As I write this, I’m drinking English Breakfast tea out of a handmade mug. It’s my favorite tea mug, tall and lean with a tiny bit of a bulge just barely lower than halfway. The foot is black, the rest of the body is tan, and the design details are subtle and intentional. All four of my fingers fit into the tapered handle.

When I drink coffee, I make it with a handmade pour-over cone, draining it into one of two mugs, also handmade, one featuring a bear singing into a microphone and the other a bulbous, blue-glazed thing given to me by a homeless stranger over a decade ago; he told me he had been a fan of my newspaper column during his stint in the city lock-up.

Handmade pottery, particularly the functional variety, is an invitation to pause in the often rote processes of eating and drinking. It’s an invitation to be present: This mug or that? Which feels right for this drink?

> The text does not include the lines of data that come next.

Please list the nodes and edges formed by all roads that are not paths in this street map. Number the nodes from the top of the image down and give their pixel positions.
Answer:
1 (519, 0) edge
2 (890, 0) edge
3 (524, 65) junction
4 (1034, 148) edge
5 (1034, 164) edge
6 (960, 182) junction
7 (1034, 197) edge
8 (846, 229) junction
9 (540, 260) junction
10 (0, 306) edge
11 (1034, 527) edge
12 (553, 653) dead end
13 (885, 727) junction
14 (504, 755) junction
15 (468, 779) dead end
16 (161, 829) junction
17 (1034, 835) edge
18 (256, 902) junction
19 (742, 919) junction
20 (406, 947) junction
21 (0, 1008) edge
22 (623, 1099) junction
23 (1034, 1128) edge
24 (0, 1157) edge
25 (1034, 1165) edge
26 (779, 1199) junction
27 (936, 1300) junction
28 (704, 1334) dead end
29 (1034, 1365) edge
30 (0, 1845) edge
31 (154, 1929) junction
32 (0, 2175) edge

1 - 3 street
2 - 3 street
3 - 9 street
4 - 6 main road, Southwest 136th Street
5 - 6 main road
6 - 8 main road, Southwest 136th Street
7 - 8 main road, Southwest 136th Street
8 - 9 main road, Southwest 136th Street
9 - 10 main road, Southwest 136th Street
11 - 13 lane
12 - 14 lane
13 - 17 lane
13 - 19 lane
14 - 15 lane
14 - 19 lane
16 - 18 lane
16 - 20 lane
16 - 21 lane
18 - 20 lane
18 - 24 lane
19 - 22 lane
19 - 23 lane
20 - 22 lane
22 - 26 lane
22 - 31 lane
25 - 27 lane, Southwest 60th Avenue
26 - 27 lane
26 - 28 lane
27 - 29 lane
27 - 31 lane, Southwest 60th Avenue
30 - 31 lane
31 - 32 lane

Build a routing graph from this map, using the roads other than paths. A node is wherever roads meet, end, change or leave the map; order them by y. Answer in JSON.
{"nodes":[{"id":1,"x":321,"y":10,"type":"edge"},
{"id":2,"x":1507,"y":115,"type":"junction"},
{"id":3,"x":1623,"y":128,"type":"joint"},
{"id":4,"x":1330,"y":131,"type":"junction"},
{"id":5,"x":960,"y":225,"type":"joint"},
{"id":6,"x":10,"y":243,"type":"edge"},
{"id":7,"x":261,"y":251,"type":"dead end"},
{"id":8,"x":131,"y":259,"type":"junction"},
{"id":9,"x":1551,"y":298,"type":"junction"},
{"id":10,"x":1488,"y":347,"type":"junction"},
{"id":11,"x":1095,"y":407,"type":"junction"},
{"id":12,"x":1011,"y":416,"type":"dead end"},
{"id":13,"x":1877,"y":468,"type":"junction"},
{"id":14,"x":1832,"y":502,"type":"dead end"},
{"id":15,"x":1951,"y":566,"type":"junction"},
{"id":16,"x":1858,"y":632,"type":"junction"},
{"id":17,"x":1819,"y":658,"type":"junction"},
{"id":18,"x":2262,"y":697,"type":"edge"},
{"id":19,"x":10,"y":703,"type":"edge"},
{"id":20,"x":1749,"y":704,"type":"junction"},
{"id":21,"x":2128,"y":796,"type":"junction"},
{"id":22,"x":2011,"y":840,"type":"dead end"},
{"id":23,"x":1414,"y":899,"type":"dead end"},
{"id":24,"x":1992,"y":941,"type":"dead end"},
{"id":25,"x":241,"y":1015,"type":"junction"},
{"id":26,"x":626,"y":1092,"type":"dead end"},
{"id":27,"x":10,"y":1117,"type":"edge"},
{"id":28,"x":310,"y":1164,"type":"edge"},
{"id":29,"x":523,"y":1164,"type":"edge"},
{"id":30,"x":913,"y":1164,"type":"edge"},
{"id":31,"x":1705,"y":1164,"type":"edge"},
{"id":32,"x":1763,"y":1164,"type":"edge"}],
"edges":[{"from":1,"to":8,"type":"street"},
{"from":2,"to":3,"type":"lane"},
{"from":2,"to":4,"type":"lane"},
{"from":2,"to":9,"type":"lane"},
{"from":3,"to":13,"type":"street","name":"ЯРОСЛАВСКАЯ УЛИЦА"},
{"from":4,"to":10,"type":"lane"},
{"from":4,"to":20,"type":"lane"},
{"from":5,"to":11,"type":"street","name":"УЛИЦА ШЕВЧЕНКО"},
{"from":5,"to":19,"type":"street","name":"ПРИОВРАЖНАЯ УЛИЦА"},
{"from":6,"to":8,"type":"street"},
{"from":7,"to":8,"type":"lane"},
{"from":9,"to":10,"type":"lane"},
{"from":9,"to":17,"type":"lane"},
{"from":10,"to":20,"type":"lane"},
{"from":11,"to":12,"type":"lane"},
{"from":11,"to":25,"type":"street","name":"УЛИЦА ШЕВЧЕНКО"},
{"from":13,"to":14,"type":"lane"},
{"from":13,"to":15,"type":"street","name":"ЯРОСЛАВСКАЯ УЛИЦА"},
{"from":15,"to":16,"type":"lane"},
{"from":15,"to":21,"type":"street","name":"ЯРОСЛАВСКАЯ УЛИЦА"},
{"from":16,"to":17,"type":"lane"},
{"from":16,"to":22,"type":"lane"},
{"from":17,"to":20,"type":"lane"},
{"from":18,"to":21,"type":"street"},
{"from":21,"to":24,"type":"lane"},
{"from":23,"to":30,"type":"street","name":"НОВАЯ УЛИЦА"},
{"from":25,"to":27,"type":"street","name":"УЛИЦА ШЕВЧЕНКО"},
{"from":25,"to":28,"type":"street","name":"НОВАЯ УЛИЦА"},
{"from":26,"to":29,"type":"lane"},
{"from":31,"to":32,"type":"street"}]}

The pour-over coffee takes it one step further with its multi-step, automation-free process:

  • Put an unbleached basket filter in the cone and wet it; add ground coffee. (If we were more persnickety, we’d grind our own beans. Not so, as of yet.)
  • Boil water. (There’s a perfect temperature which is a bit below boiling but, again, not terribly persnickety.)
  • Wet the grounds with just a little water and watch as they bloom and settle back into the cone.
  • Pour more water over the grounds; this is where I usually fill the filter and then tug at its edges to get rid of any air bubbles that are preventing the coffee from filtering through at the appropriate rate.
  • Lift the cone and check the level of coffee in the cup.
  • Pour in more water in a circular motion, wetting as thoroughly as possible while guessing at an amount that will get the mug close to full without overflowing.
  • Check the level in the cup again.
  • Add more water if needed or move onto the next cup.

It’s not efficient, not like the drip coffee pot I used to use. Instead, it’s beautiful and interactive. It’s a quiet asynchronous interaction with the potters who made each piece. It’s a reminder to be present in my life, even in the smallest ways. It’s a creative process that leads to the reward of tasty coffee in mugs I truly enjoy using.

A habit I have yet to adopt is one in which I gather all of my needed things to go out into the world and then set a meditation timer for just three minutes. When I pull this off, I sit with my things in my hands and tucked around me. That’s it. I just sit. Sometimes, I remember something I had intended to also bring; sometimes it’s just a moment to breathe.

Though it’s only three minutes, it often feels like an impossible amount of time. Life is whirling around me and my internal pressure to go, rush, now proves too much.

Making coffee in a pour-over builds in a much-needed slow down. I have a few such intentional inefficiencies in my life.

And you? How do you find breath in this world that asks us to go, rush, now?